---------- Available records ----------

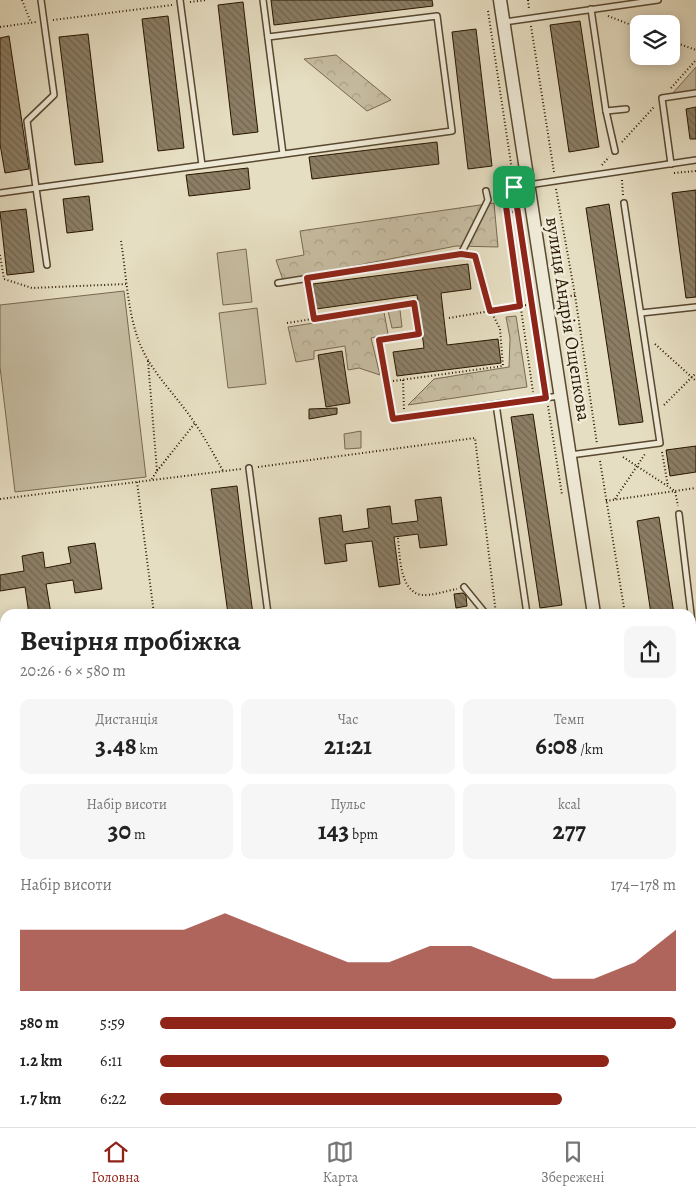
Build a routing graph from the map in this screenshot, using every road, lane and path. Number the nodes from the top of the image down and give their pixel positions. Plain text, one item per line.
1 (22, 0) edge
2 (41, 0) edge
3 (207, 0) edge
4 (263, 0) edge
5 (500, 0) edge
6 (528, 0) edge
7 (658, 0) edge
8 (180, 2) edge
9 (488, 7) dead end
10 (591, 9) junction
11 (530, 18) junction
12 (44, 21) junction
13 (504, 22) junction
14 (31, 23) junction
15 (630, 24) edge
16 (0, 28) edge
17 (268, 37) junction
18 (680, 44) edge
19 (696, 50) edge
20 (696, 60) edge
21 (696, 93) edge
22 (662, 98) junction
23 (626, 109) dead end
24 (606, 111) junction
25 (615, 151) junction
26 (283, 154) junction
27 (696, 160) edge
28 (671, 164) junction
29 (202, 165) junction
30 (621, 171) junction
31 (593, 175) junction
32 (555, 181) junction
33 (528, 185) junction
34 (514, 187) junction
35 (36, 188) junction
36 (486, 190) dead end
37 (0, 193) edge
38 (624, 203) joint
39 (517, 206) junction
40 (506, 208) junction
41 (519, 217) junction
42 (121, 241) dead end
43 (461, 254) junction
44 (0, 256) edge
45 (47, 265) dead end
46 (307, 278) junction
47 (278, 283) dead end
48 (128, 284) junction
49 (575, 295) junction
50 (555, 299) dead end
51 (532, 304) junction
52 (520, 306) junction
53 (696, 307) edge
54 (490, 311) junction
55 (641, 313) junction
56 (449, 318) dead end
57 (314, 319) junction
58 (287, 323) dead end
59 (644, 334) junction
60 (148, 361) junction
61 (696, 373) edge
62 (692, 378) junction
63 (696, 381) edge
64 (386, 382) junction
65 (561, 396) junction
66 (546, 398) junction
67 (534, 399) junction
68 (496, 404) junction
69 (656, 412) junction
70 (195, 423) junction
71 (660, 442) junction
72 (652, 444) junction
73 (610, 449) junction
74 (598, 451) junction
75 (570, 455) junction
76 (637, 467) junction
77 (249, 468) junction
78 (156, 471) junction
79 (223, 471) junction
80 (151, 480) junction
81 (137, 482) junction
82 (668, 486) junction
83 (696, 488) edge
84 (675, 491) junction
85 (0, 499) edge
86 (616, 499) junction
87 (606, 501) junction
88 (679, 514) joint
89 (398, 538) dead end
90 (464, 587) joint
91 (153, 609) edge
92 (267, 609) edge
93 (482, 609) edge
94 (495, 609) edge
95 (526, 609) edge
96 (593, 609) edge
97 (624, 609) edge
98 (690, 609) edge
99 (696, 1003) edge
100 (696, 1008) edge

1 - 14 path
2 - 12 lane
3 - 8 path
4 - 17 lane
5 - 13 street, вулиця Андрія Ощепкова
6 - 11 path
7 - 10 lane
8 - 12 path
8 - 29 lane
9 - 34 path
10 - 11 lane
10 - 15 path
10 - 24 lane
11 - 13 lane
11 - 32 path
12 - 14 path
12 - 35 lane
13 - 33 street, вулиця Андрія Ощепкова
14 - 16 path
17 - 26 lane
17 - 26 lane
18 - 19 path
20 - 22 path
21 - 22 lane
22 - 25 path
22 - 28 lane
23 - 24 lane
24 - 25 lane
25 - 31 path
26 - 29 lane
27 - 28 lane
28 - 30 lane
29 - 35 lane
30 - 31 lane
30 - 38 path
31 - 32 lane
32 - 33 lane
32 - 49 path
33 - 65 street, вулиця Андрія Ощепкова
34 - 39 path
34 - 40 path
35 - 37 lane
35 - 45 lane
36 - 43 lane
38 - 55 lane
39 - 40 path
39 - 41 path
40 - 41 path
40 - 52 path
41 - 51 path
42 - 48 path
43 - 46 lane
43 - 54 path
44 - 48 path
46 - 47 lane
46 - 57 path
48 - 60 path
49 - 50 path
49 - 74 path
51 - 52 path
51 - 66 path
52 - 54 path
52 - 67 path
53 - 55 lane
54 - 56 path
54 - 64 path
55 - 59 lane
57 - 58 path
57 - 64 path
59 - 62 path
59 - 69 lane
60 - 70 path
60 - 78 path
61 - 62 path
62 - 63 path
62 - 69 path
64 - 68 lane
65 - 66 lane
65 - 75 street, вулиця Андрія Ощепкова
66 - 67 lane
67 - 68 lane
68 - 95 lane
69 - 71 lane
70 - 78 path
70 - 79 path
71 - 72 lane
71 - 82 path
72 - 73 lane
72 - 76 path
73 - 74 lane
73 - 76 path
74 - 75 lane
74 - 87 path
75 - 96 street, вулиця Андрія Ощепкова
76 - 82 path
76 - 86 path
77 - 79 path
77 - 92 lane
77 - 94 path
78 - 80 path
79 - 80 path
80 - 81 path
81 - 85 path
81 - 91 path
82 - 84 path
83 - 84 path
84 - 86 path
84 - 88 path
86 - 87 path
87 - 97 path
88 - 98 lane
89 - 90 path
90 - 93 lane
99 - 100 path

----------

• What is needed
Please give the records above again exactly as they stand, with no pictures.

• Answer box
Build a routing graph from the map in this screenshot, using every road, lane and path. Number the nodes from the top of the image down and give their pixel positions. Plain text, one item per line.
1 (22, 0) edge
2 (41, 0) edge
3 (207, 0) edge
4 (263, 0) edge
5 (500, 0) edge
6 (528, 0) edge
7 (658, 0) edge
8 (180, 2) edge
9 (488, 7) dead end
10 (591, 9) junction
11 (530, 18) junction
12 (44, 21) junction
13 (504, 22) junction
14 (31, 23) junction
15 (630, 24) edge
16 (0, 28) edge
17 (268, 37) junction
18 (680, 44) edge
19 (696, 50) edge
20 (696, 60) edge
21 (696, 93) edge
22 (662, 98) junction
23 (626, 109) dead end
24 (606, 111) junction
25 (615, 151) junction
26 (283, 154) junction
27 (696, 160) edge
28 (671, 164) junction
29 (202, 165) junction
30 (621, 171) junction
31 (593, 175) junction
32 (555, 181) junction
33 (528, 185) junction
34 (514, 187) junction
35 (36, 188) junction
36 (486, 190) dead end
37 (0, 193) edge
38 (624, 203) joint
39 (517, 206) junction
40 (506, 208) junction
41 (519, 217) junction
42 (121, 241) dead end
43 (461, 254) junction
44 (0, 256) edge
45 (47, 265) dead end
46 (307, 278) junction
47 (278, 283) dead end
48 (128, 284) junction
49 (575, 295) junction
50 (555, 299) dead end
51 (532, 304) junction
52 (520, 306) junction
53 (696, 307) edge
54 (490, 311) junction
55 (641, 313) junction
56 (449, 318) dead end
57 (314, 319) junction
58 (287, 323) dead end
59 (644, 334) junction
60 (148, 361) junction
61 (696, 373) edge
62 (692, 378) junction
63 (696, 381) edge
64 (386, 382) junction
65 (561, 396) junction
66 (546, 398) junction
67 (534, 399) junction
68 (496, 404) junction
69 (656, 412) junction
70 (195, 423) junction
71 (660, 442) junction
72 (652, 444) junction
73 (610, 449) junction
74 (598, 451) junction
75 (570, 455) junction
76 (637, 467) junction
77 (249, 468) junction
78 (156, 471) junction
79 (223, 471) junction
80 (151, 480) junction
81 (137, 482) junction
82 (668, 486) junction
83 (696, 488) edge
84 (675, 491) junction
85 (0, 499) edge
86 (616, 499) junction
87 (606, 501) junction
88 (679, 514) joint
89 (398, 538) dead end
90 (464, 587) joint
91 (153, 609) edge
92 (267, 609) edge
93 (482, 609) edge
94 (495, 609) edge
95 (526, 609) edge
96 (593, 609) edge
97 (624, 609) edge
98 (690, 609) edge
99 (696, 1003) edge
100 (696, 1008) edge

1 - 14 path
2 - 12 lane
3 - 8 path
4 - 17 lane
5 - 13 street, вулиця Андрія Ощепкова
6 - 11 path
7 - 10 lane
8 - 12 path
8 - 29 lane
9 - 34 path
10 - 11 lane
10 - 15 path
10 - 24 lane
11 - 13 lane
11 - 32 path
12 - 14 path
12 - 35 lane
13 - 33 street, вулиця Андрія Ощепкова
14 - 16 path
17 - 26 lane
17 - 26 lane
18 - 19 path
20 - 22 path
21 - 22 lane
22 - 25 path
22 - 28 lane
23 - 24 lane
24 - 25 lane
25 - 31 path
26 - 29 lane
27 - 28 lane
28 - 30 lane
29 - 35 lane
30 - 31 lane
30 - 38 path
31 - 32 lane
32 - 33 lane
32 - 49 path
33 - 65 street, вулиця Андрія Ощепкова
34 - 39 path
34 - 40 path
35 - 37 lane
35 - 45 lane
36 - 43 lane
38 - 55 lane
39 - 40 path
39 - 41 path
40 - 41 path
40 - 52 path
41 - 51 path
42 - 48 path
43 - 46 lane
43 - 54 path
44 - 48 path
46 - 47 lane
46 - 57 path
48 - 60 path
49 - 50 path
49 - 74 path
51 - 52 path
51 - 66 path
52 - 54 path
52 - 67 path
53 - 55 lane
54 - 56 path
54 - 64 path
55 - 59 lane
57 - 58 path
57 - 64 path
59 - 62 path
59 - 69 lane
60 - 70 path
60 - 78 path
61 - 62 path
62 - 63 path
62 - 69 path
64 - 68 lane
65 - 66 lane
65 - 75 street, вулиця Андрія Ощепкова
66 - 67 lane
67 - 68 lane
68 - 95 lane
69 - 71 lane
70 - 78 path
70 - 79 path
71 - 72 lane
71 - 82 path
72 - 73 lane
72 - 76 path
73 - 74 lane
73 - 76 path
74 - 75 lane
74 - 87 path
75 - 96 street, вулиця Андрія Ощепкова
76 - 82 path
76 - 86 path
77 - 79 path
77 - 92 lane
77 - 94 path
78 - 80 path
79 - 80 path
80 - 81 path
81 - 85 path
81 - 91 path
82 - 84 path
83 - 84 path
84 - 86 path
84 - 88 path
86 - 87 path
87 - 97 path
88 - 98 lane
89 - 90 path
90 - 93 lane
99 - 100 path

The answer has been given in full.